Just last year, Kaepernick had a workout at the Atlanta Falcons's facility, though nothing came of it after media wasn't allowed into the session and the league insisted on a "liability waiver" to be attached to Kaepernick's contract. Seattle Seahawks coach Pete Carroll told ESPN last week that he regrets not signing Kaepernick back in 2017. Statements from coaches may provide the league with some sympathy from fans, but Kaepernick is still waiting for real action.

"I've been ready for three years, and I've been denied for three years," Kaepernick told reporters in November. "We all know why I came out here and showed it today in front of everybody — we have nothing to hide. So we're waiting for the 32 owners, the 32 teams, Roger Goodell, all of them to stop running. Stop running from the truth, stop running from the people."
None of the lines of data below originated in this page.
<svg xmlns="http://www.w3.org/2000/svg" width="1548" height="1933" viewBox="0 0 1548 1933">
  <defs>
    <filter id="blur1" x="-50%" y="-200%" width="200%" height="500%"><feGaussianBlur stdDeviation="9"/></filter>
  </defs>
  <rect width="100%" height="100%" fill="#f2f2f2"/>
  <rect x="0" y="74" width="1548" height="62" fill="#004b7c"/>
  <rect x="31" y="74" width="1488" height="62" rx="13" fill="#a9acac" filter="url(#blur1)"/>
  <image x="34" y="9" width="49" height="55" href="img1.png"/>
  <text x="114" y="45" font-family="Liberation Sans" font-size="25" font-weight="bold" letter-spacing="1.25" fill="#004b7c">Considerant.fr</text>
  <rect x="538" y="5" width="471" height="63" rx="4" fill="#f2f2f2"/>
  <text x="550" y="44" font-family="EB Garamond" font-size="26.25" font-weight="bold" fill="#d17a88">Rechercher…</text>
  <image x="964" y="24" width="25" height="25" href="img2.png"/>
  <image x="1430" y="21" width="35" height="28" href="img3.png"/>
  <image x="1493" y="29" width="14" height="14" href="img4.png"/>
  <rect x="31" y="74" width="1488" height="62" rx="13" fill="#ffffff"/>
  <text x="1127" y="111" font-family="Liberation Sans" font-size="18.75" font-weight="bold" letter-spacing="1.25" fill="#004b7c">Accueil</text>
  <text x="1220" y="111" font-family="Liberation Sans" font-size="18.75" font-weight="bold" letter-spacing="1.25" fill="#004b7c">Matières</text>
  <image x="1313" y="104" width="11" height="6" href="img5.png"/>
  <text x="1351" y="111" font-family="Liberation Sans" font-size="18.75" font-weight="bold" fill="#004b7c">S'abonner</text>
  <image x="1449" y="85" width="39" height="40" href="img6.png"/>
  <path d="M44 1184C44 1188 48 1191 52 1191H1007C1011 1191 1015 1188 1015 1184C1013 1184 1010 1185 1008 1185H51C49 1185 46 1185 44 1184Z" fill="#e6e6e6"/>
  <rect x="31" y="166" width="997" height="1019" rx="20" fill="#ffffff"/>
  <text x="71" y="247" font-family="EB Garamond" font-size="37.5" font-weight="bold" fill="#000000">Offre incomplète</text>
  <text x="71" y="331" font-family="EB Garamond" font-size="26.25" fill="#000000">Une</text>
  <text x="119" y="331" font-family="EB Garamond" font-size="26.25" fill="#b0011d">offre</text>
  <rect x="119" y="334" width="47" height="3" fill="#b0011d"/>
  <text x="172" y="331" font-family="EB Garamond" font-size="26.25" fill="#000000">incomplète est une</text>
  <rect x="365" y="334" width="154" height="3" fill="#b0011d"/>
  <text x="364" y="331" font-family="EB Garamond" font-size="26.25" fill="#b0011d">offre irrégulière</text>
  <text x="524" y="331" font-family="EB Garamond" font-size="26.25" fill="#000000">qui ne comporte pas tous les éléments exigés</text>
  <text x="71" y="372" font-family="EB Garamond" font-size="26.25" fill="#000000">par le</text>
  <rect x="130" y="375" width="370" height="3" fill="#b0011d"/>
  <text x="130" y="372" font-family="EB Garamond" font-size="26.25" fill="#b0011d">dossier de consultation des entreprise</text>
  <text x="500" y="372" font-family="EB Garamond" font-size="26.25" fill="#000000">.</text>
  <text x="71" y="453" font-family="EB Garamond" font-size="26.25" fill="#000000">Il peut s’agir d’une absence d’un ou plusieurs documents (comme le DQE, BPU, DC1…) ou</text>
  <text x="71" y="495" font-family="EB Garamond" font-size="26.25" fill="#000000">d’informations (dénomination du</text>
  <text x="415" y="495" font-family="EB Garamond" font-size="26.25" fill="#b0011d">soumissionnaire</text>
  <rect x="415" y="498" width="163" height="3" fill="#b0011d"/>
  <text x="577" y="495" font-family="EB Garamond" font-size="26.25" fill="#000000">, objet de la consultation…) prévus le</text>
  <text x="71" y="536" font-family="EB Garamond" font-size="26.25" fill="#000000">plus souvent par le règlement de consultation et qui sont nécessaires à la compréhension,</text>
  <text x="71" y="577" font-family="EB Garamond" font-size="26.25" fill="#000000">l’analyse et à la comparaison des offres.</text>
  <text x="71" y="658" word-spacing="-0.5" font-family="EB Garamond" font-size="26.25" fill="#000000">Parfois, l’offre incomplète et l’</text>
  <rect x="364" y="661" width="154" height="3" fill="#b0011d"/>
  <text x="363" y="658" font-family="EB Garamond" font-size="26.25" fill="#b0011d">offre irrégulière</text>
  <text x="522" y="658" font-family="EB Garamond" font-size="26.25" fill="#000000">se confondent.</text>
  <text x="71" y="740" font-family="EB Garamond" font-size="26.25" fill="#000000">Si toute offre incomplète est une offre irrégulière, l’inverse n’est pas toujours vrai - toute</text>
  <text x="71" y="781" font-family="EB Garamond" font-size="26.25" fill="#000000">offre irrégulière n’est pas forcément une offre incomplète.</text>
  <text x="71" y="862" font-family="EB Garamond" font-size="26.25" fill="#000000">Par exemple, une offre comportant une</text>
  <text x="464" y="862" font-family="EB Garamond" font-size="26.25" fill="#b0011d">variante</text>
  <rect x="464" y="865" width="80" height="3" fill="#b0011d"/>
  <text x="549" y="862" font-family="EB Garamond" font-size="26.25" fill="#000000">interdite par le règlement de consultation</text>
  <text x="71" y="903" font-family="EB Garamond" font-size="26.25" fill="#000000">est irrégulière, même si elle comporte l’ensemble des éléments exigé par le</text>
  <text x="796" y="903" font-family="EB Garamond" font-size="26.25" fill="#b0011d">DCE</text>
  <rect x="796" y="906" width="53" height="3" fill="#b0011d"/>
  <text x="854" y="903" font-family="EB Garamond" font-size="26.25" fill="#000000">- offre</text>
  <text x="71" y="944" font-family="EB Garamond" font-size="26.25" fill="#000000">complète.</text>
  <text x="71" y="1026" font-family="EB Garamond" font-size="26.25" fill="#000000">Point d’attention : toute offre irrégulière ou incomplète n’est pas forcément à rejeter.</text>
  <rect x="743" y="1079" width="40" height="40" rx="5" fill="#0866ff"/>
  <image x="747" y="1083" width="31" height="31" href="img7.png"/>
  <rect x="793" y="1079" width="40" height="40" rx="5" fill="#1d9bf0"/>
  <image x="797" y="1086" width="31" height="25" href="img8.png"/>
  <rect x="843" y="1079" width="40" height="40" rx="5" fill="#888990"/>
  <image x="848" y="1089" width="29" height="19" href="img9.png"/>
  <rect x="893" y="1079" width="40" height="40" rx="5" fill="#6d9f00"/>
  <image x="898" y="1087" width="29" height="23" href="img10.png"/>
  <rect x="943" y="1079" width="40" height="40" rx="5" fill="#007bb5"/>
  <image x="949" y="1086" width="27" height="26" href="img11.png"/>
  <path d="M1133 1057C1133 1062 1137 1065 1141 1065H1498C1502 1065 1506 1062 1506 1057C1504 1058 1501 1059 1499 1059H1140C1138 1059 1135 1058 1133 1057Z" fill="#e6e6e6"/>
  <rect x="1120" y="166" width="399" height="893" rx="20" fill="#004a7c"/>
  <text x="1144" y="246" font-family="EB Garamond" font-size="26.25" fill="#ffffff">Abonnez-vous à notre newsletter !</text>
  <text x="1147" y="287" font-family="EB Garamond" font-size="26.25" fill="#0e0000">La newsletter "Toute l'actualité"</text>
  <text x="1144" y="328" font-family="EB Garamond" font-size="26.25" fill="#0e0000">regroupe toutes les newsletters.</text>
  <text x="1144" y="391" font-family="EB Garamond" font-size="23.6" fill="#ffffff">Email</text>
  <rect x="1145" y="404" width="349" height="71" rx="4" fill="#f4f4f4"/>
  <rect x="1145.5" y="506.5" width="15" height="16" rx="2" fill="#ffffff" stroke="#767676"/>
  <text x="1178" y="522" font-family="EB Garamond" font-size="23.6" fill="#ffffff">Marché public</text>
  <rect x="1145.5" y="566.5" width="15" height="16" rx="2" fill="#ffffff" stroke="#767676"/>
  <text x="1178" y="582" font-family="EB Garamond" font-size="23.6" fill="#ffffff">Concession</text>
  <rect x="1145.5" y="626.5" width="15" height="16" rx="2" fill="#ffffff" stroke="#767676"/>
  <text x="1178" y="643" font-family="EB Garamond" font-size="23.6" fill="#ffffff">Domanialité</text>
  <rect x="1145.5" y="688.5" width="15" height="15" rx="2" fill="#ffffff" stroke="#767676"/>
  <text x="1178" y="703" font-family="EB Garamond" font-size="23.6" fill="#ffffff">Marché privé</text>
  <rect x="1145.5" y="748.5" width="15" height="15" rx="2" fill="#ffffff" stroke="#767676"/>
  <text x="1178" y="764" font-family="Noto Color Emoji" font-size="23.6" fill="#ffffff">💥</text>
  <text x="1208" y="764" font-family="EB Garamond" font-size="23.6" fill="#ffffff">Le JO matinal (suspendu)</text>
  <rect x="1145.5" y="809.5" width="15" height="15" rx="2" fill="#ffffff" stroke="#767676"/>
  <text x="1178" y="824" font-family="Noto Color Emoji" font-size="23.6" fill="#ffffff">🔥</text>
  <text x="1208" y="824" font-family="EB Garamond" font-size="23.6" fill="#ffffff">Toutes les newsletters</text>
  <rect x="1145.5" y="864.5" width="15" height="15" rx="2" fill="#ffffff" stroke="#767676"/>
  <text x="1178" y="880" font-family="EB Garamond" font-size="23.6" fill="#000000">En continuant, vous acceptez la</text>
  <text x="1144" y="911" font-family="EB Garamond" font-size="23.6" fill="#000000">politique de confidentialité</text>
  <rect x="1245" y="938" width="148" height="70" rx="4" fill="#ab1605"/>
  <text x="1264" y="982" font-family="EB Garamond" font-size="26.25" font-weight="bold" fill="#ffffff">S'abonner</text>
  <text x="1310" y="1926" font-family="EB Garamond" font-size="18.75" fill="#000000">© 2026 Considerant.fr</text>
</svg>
Kaepernick's protest has been top of mind for many people during the Black Lives Matter protests following the death of George Floyd. Many players and executives who, at the time, turned their backs on him now seem to understand what he was doing. The message was the same in 2016 as it is now, but as pressure mounts, public statements of support seem to be coming from all over the league.

Other sports players did follow in Kaepernick's footsteps at the time, including USA soccer champion Megan Rapinoe. Just this week, FIFA said that they would allow players to take a knee during the National Anthem without penalty. Donald Trump responded how he always has in the past writing on Twitter saying he "wouldn't be watching," now that it's allowed.

The change of heart around Kaepernick should serve as a reminder that Black people have been fighting to end systemic racism forever and their voices have been silenced. His protest was meaningful and it will forever be looked at as a historical moment. Whether or not he comes back to the NFL, these leagues need to listen to the Black players, period.